A bog is a body of water filled with dead plant material, and bog snorkeling involves racing through a bog, using flippers. You will come out of the water looking like a sea monster.
This sport sounds more like a test of one’s pain threshold than a sport. Allegedly the sport was once popular among coal miners in Yorkshire, England. Here are the rules: put two ferrets in your pants and see how long you can handle that. The record holder lasted five-and-a-half hours.
Don’t worry: players are allowed to pad their legs! This sport was invented in the 1600s as a form of protest against puritanism. The game has been played by Cornish miners and competitors at the Cotswold Olimpick Games throughout history — there’s a picture from 1633 that apparently portrays the sport. Competitors see who can knock the other down, aka kick the shin out of each other.
Yay! It does exist! It’s called muggle quidditch, and there is even a real International Quidditch Association to govern the sport. Needless to say, there is no real flying. But players run around a field holding brooms between their legs, trying to get balls in hoops.
Hey, even people obsessed with wardrobe perfection are into athletics! According to the Extreme Ironing Bureau (yes, you read that right) the sport involves ironing in extreme locations like in a forest or on a canoe.
We imagine acrobats would do incredibly well at this port. Bossaball takes place on an enormous trampoline, and teams of three-to-five players bounce a ball over a net much like in volleyball. The only differences (other than the trampoline) are they can use any part of their body to hit the ball, and one team can hit a ball up to eight times before sending it to the other team.

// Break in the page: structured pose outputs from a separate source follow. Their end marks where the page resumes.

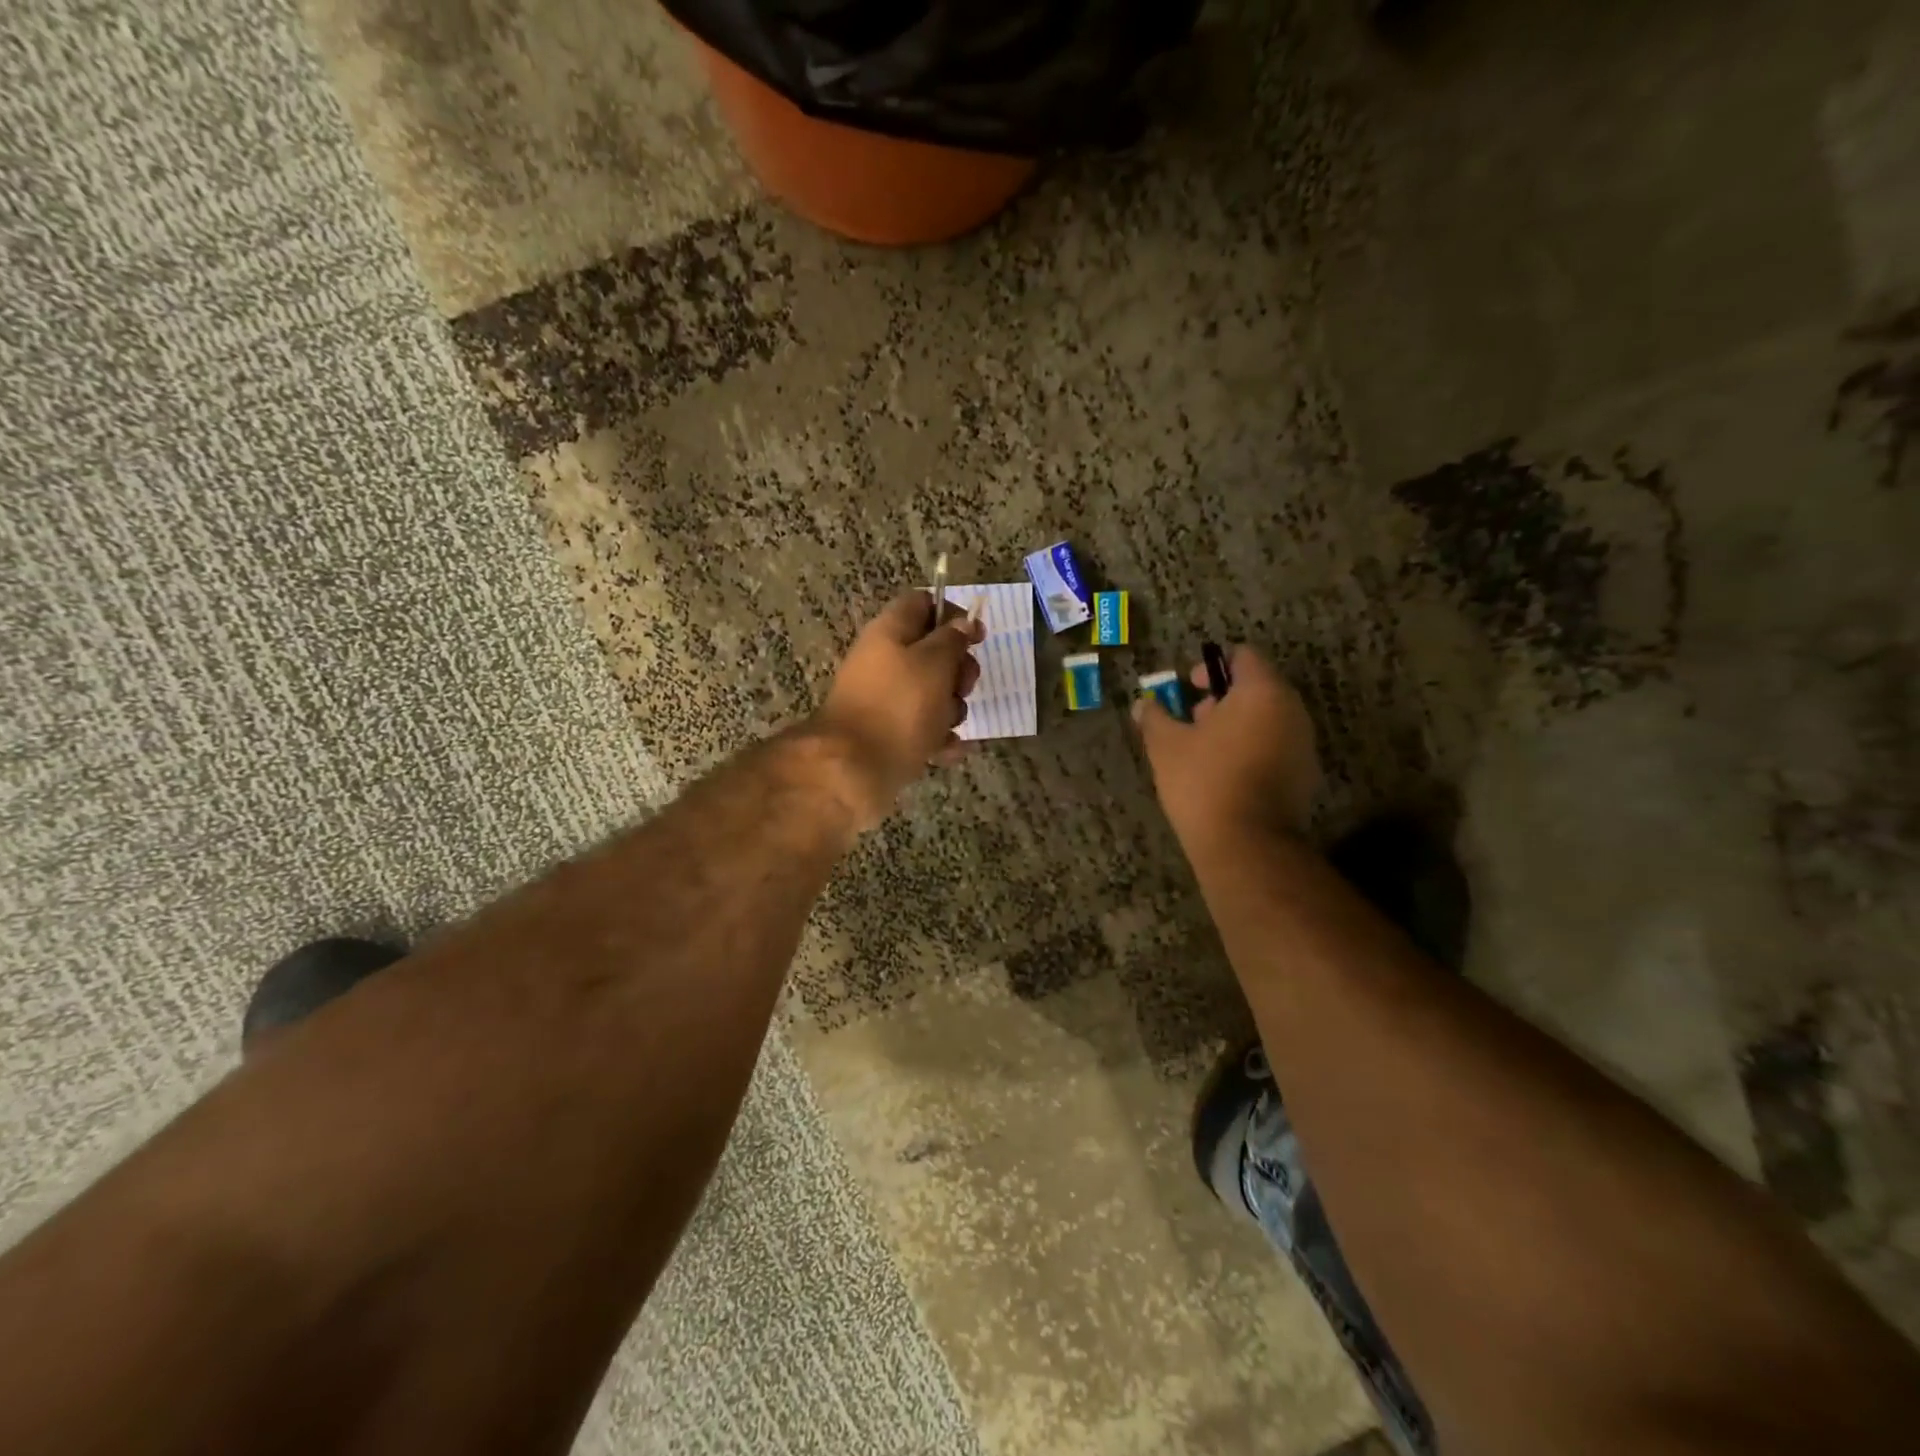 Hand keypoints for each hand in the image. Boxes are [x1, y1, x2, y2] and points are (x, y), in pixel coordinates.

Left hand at [812, 592, 984, 825]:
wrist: (854, 769)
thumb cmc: (899, 706)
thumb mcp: (934, 663)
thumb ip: (952, 639)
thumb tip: (961, 624)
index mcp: (890, 632)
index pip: (923, 603)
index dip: (954, 615)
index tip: (977, 638)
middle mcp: (884, 661)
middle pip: (932, 652)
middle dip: (957, 671)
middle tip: (962, 687)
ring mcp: (885, 699)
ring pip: (931, 694)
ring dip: (951, 709)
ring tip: (948, 726)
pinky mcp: (888, 734)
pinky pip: (922, 728)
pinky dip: (938, 738)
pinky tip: (948, 751)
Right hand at [1133, 646, 1321, 849]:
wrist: (1245, 844)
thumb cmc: (1203, 781)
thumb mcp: (1165, 745)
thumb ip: (1154, 716)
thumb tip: (1143, 703)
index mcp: (1262, 692)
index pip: (1243, 656)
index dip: (1211, 665)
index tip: (1188, 686)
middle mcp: (1292, 710)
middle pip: (1257, 687)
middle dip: (1223, 698)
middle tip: (1192, 719)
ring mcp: (1303, 743)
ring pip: (1268, 718)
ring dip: (1237, 724)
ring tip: (1204, 749)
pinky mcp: (1305, 774)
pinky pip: (1275, 745)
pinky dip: (1252, 748)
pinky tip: (1224, 773) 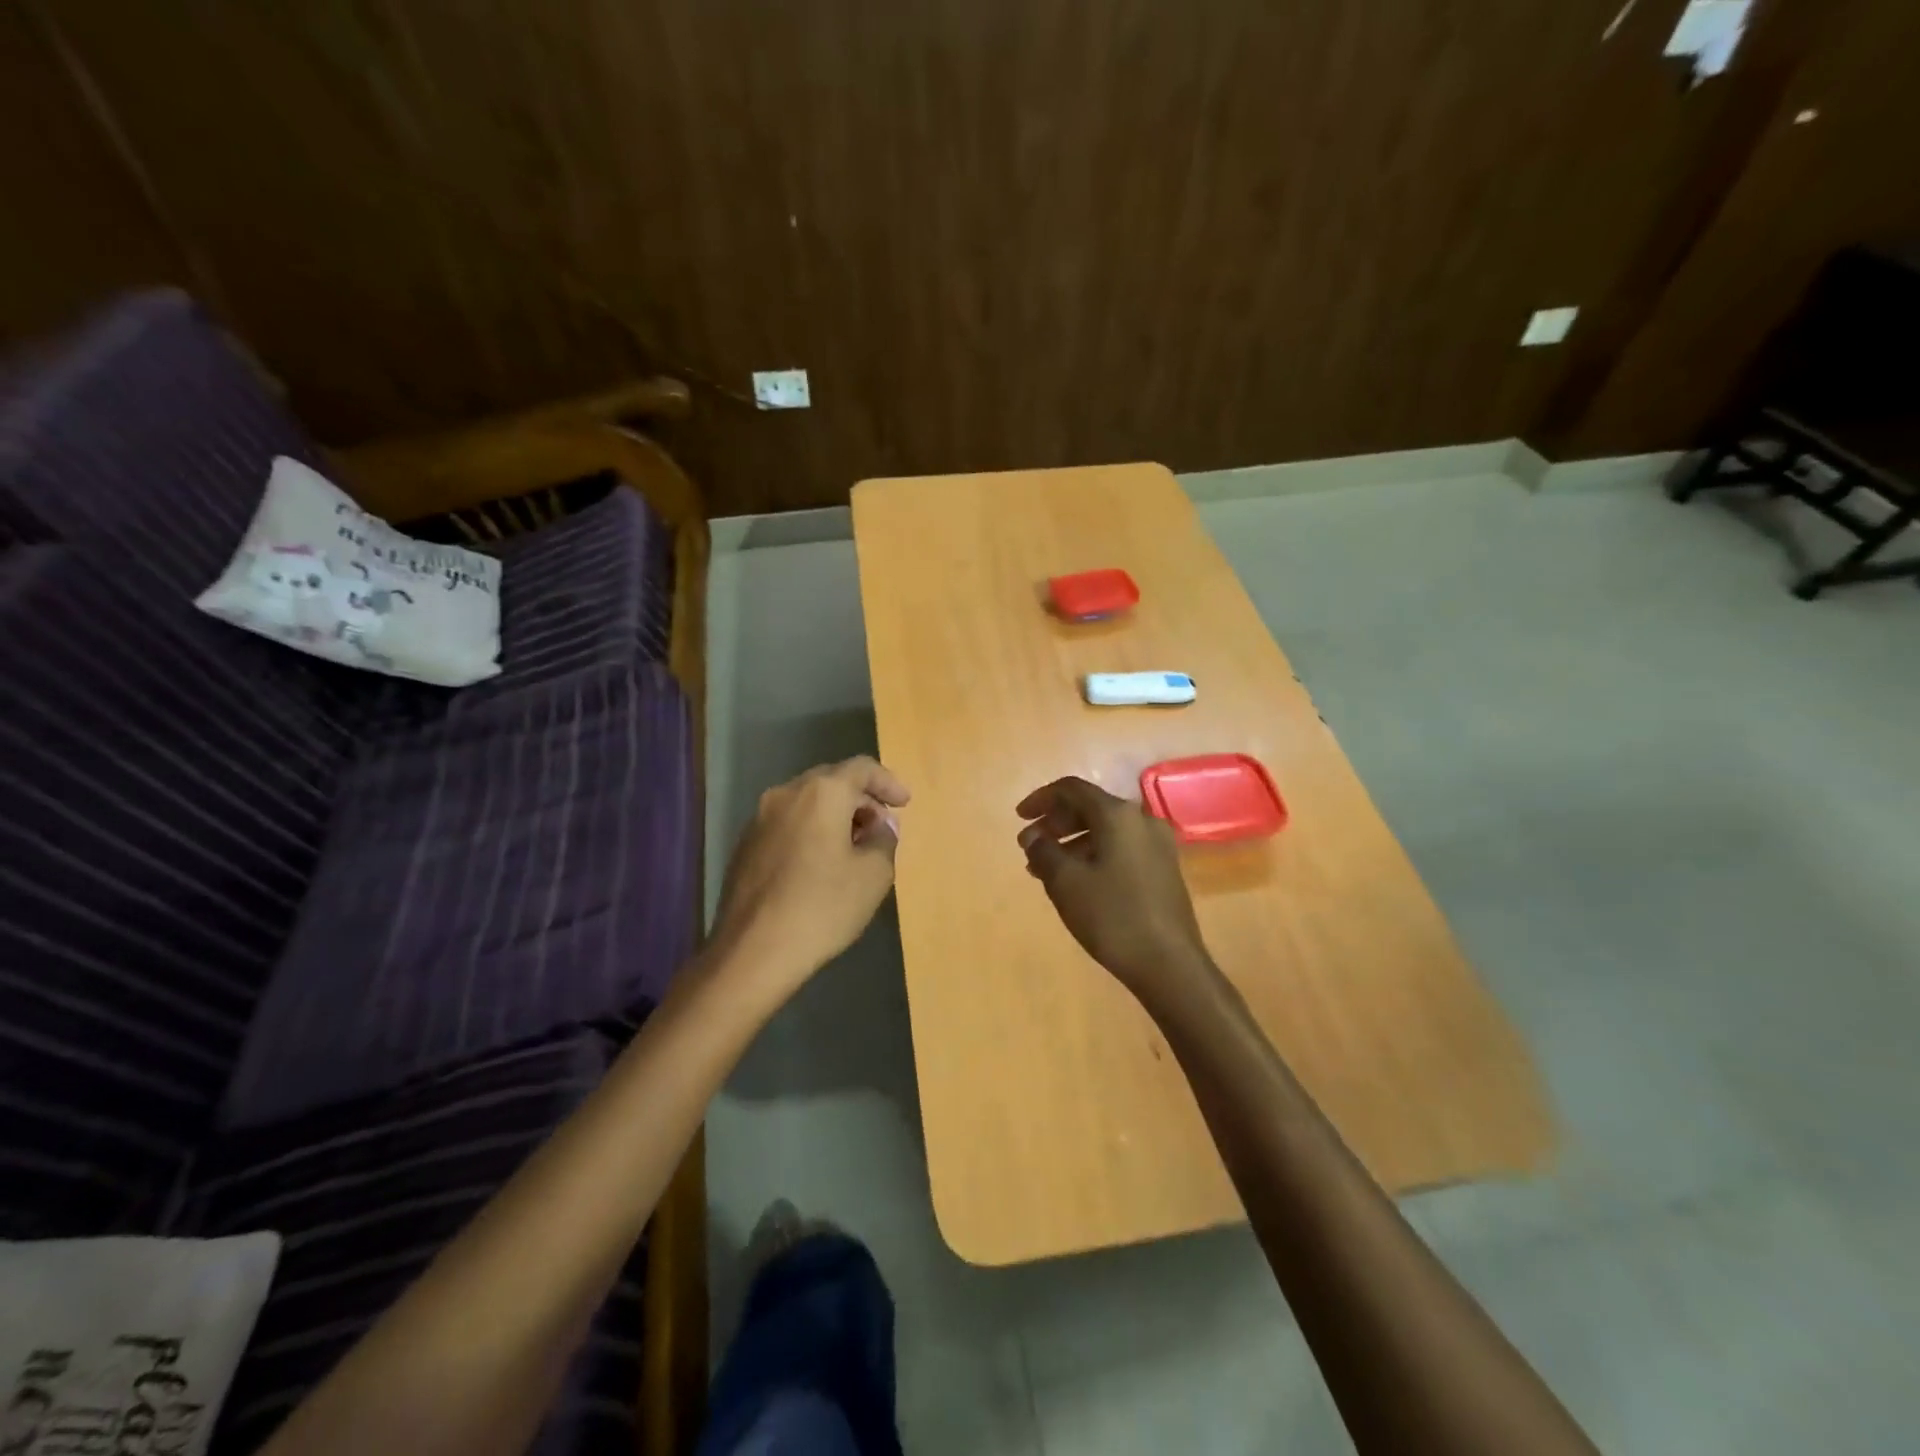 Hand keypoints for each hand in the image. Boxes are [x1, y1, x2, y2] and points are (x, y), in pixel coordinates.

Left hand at [712, 757, 910, 996]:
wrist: (753, 952)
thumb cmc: (822, 907)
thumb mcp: (873, 875)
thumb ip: (884, 840)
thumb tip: (880, 827)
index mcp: (821, 793)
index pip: (862, 768)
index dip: (888, 782)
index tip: (904, 804)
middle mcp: (786, 794)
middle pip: (831, 781)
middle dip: (861, 799)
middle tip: (881, 826)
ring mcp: (759, 819)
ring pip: (806, 802)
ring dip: (834, 815)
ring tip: (854, 846)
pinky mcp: (745, 845)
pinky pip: (787, 824)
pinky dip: (811, 830)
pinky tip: (821, 863)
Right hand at [1016, 776, 1215, 1003]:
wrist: (1169, 964)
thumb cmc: (1112, 917)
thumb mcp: (1066, 882)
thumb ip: (1044, 851)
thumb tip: (1033, 836)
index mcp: (1118, 815)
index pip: (1072, 789)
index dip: (1041, 799)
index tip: (1019, 819)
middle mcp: (1142, 820)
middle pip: (1090, 807)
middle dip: (1055, 822)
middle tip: (1030, 846)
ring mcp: (1158, 845)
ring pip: (1105, 830)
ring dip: (1072, 842)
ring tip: (1045, 869)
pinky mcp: (1164, 868)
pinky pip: (1120, 848)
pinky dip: (1093, 854)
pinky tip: (1076, 881)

Parkouring is what happens when humans want to be superheroes. Essentially, it’s defined as getting around any obstacle in any way your body will allow you. So if you ever see a person scale a house instead of walk around it, they were probably parkouring.
How the producers of “Jackass” didn’t come up with this first, we don’t know. But nope — it wasn’t dreamed up by Hollywood writers. Some citizens of Michigan came up with this sport, which involves putting outhouses on skis, and racing them.
This might be the coolest use ever for all the leftover pumpkins after Halloween. Each year, people hollow out giant pumpkins, turn them into kayaks, and race around a lake at the annual West Coast Giant Pumpkin Regatta in Tualatin, Oregon. It has been named Oregon’s “best of October” event.